Analog is a fast and flexible web log analysis tool. Its configuration can consist of several files nested using include statements. This allows common configuration items to be grouped in separate files. The minimal site specific configuration items can be contained in small include files. Similarly, time period specific include files allow for reports by time period to be easily configured. Each report then requires a configuration file, which includes a few other files.

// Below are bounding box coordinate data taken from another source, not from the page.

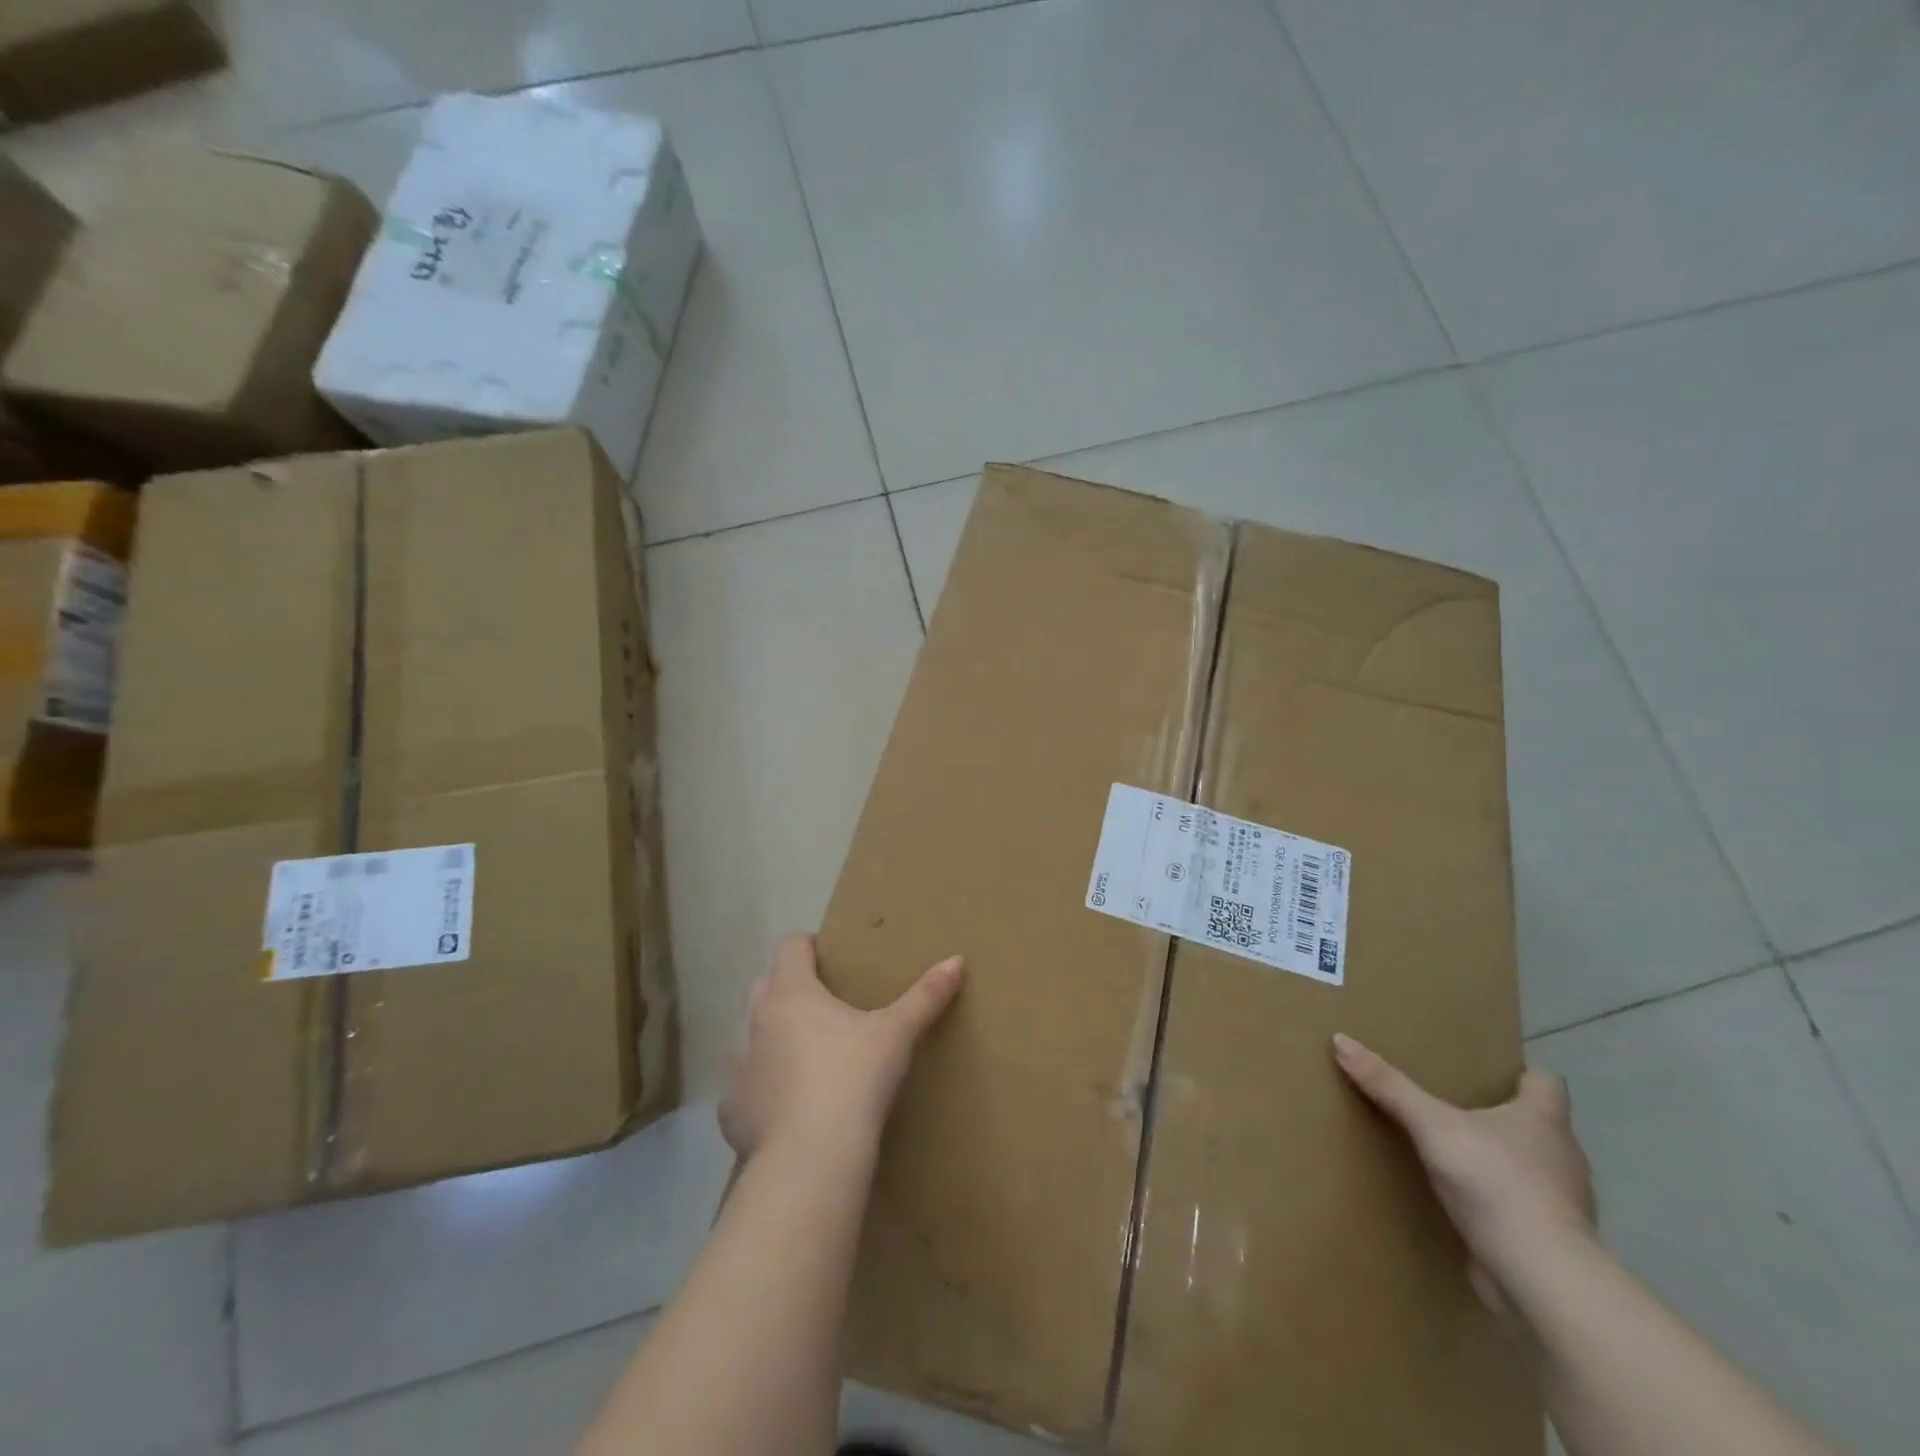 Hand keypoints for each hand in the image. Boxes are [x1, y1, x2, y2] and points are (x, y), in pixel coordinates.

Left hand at [719, 934, 964, 1160]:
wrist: (811, 1158)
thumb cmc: (852, 1078)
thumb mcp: (896, 1034)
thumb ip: (925, 996)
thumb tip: (956, 961)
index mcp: (791, 992)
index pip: (790, 946)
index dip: (808, 945)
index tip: (829, 957)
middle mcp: (756, 1021)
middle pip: (765, 985)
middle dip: (789, 988)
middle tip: (824, 1005)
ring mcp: (738, 1067)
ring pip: (750, 1036)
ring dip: (772, 1038)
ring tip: (807, 1056)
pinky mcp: (732, 1112)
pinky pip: (745, 1089)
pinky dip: (763, 1091)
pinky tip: (789, 1109)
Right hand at [1332, 1033, 1596, 1306]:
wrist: (1539, 1278)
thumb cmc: (1496, 1183)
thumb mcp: (1432, 1125)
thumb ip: (1389, 1086)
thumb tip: (1341, 1040)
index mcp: (1545, 1120)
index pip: (1546, 1082)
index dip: (1519, 1074)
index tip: (1487, 1073)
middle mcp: (1562, 1156)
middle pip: (1536, 1124)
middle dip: (1500, 1116)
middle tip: (1453, 1104)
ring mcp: (1561, 1203)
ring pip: (1530, 1168)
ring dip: (1499, 1160)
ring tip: (1452, 1152)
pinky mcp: (1549, 1241)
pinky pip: (1521, 1208)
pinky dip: (1498, 1202)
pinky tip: (1464, 1203) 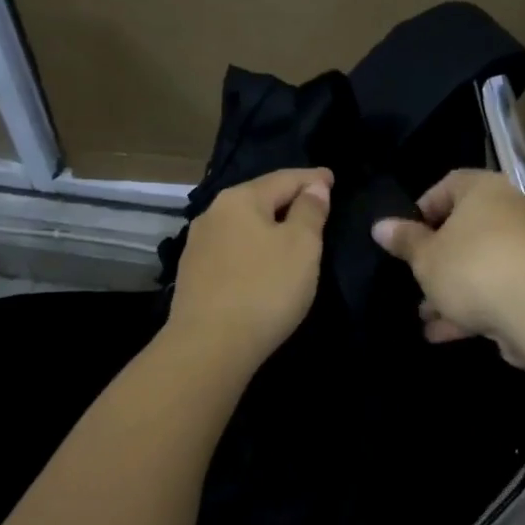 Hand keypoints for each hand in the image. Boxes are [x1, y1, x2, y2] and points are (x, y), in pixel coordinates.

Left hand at [166, 168, 332, 370]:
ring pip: (242, 224)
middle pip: (259, 197)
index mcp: (240, 199)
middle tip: (315, 201)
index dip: (313, 178)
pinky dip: (252, 246)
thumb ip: (310, 211)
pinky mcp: (193, 274)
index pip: (284, 178)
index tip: (332, 178)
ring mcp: (198, 245)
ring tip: (290, 230)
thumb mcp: (302, 246)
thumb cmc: (265, 289)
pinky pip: (232, 248)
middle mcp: (212, 213)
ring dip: (268, 223)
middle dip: (288, 198)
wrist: (209, 346)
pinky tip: (261, 258)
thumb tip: (313, 186)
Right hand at [370, 169, 524, 355]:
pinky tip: (445, 333)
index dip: (423, 209)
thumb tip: (380, 226)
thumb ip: (404, 241)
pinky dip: (475, 307)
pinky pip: (501, 288)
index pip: (449, 184)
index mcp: (484, 190)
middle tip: (415, 280)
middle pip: (467, 229)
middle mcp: (513, 210)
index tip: (407, 236)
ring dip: (453, 289)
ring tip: (425, 316)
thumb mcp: (426, 257)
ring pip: (482, 264)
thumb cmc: (473, 269)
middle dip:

I have reviewed and updated my previous documentation for analog. This site is hosted on a new server, and I needed to setup analog for the new server. I also made changes to the list of virtual sites being hosted. I generate report sets for each site as well as an overview report for all sites. Each report set includes reports for covering the latest week, month, and year of data.
Setting up Apache2
To be able to report on multiple sites, it is important to record the site information in the access log files. The vhost log format is designed to do this. This allows for a single log file include file for all sites. Alternatively, each site can have its own access log file. Analog can be configured to allow you mix both types of log files, should you wish to change format without modifying existing files.
The DEFAULTLOGFORMAT
you use must match your log files. You can specify multiple formats. The access log format I use is a variation on the vhost_combined format. It differs from the Apache vhost_combined format as follows:
- the remote host is recorded by address rather than by name;
- the remote logname is replaced with the time taken to serve the request.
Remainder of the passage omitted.